• **PROBLEM TO WORK ON**:
Whenever the string "Campus" appears in a line below, please copy the line out.

══════════════════════════════

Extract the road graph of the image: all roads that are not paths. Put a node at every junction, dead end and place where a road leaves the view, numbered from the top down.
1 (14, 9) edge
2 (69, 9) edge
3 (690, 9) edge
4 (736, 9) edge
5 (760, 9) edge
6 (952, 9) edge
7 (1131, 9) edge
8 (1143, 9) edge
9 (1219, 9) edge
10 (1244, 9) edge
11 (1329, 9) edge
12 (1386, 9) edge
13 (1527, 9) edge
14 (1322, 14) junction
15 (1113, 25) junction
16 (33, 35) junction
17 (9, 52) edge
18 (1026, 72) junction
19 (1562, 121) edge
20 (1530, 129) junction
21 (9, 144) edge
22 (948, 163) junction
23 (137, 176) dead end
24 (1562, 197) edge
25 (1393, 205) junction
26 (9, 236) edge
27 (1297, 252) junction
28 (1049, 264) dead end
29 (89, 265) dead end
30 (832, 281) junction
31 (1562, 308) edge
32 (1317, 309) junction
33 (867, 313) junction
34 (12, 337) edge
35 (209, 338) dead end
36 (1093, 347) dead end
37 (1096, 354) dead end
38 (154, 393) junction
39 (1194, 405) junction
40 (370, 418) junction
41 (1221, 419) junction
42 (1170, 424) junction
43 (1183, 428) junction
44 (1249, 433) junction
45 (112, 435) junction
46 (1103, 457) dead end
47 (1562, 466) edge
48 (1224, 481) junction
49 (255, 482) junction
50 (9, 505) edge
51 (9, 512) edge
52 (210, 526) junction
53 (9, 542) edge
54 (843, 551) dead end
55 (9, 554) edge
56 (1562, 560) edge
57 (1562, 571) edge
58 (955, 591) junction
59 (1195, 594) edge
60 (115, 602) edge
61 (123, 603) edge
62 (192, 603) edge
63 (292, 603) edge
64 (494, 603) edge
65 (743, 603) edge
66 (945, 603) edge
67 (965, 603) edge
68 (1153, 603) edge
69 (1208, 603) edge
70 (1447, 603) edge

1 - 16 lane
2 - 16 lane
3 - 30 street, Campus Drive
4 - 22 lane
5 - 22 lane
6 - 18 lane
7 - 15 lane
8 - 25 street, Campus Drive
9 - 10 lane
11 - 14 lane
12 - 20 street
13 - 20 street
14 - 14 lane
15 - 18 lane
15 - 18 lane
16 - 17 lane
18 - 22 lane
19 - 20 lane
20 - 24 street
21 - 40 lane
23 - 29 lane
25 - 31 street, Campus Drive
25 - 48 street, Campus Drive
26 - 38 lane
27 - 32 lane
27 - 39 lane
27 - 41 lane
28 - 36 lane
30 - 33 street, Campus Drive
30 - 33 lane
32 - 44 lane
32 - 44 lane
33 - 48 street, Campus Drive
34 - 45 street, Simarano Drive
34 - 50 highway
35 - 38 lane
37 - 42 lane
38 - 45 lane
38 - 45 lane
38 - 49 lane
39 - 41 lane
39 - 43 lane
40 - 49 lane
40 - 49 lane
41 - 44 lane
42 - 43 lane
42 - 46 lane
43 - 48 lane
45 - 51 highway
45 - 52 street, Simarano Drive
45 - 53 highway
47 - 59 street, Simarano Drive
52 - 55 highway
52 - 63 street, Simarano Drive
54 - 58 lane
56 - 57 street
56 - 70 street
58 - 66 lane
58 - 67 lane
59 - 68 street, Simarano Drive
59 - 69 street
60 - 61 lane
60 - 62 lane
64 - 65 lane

══════════════════════════════

• **YOUR SOLUTION**:
3 - 30 street, Campus Drive
8 - 25 street, Campus Drive
25 - 31 street, Campus Drive
25 - 48 street, Campus Drive
30 - 33 street, Campus Drive
33 - 48 street, Campus Drive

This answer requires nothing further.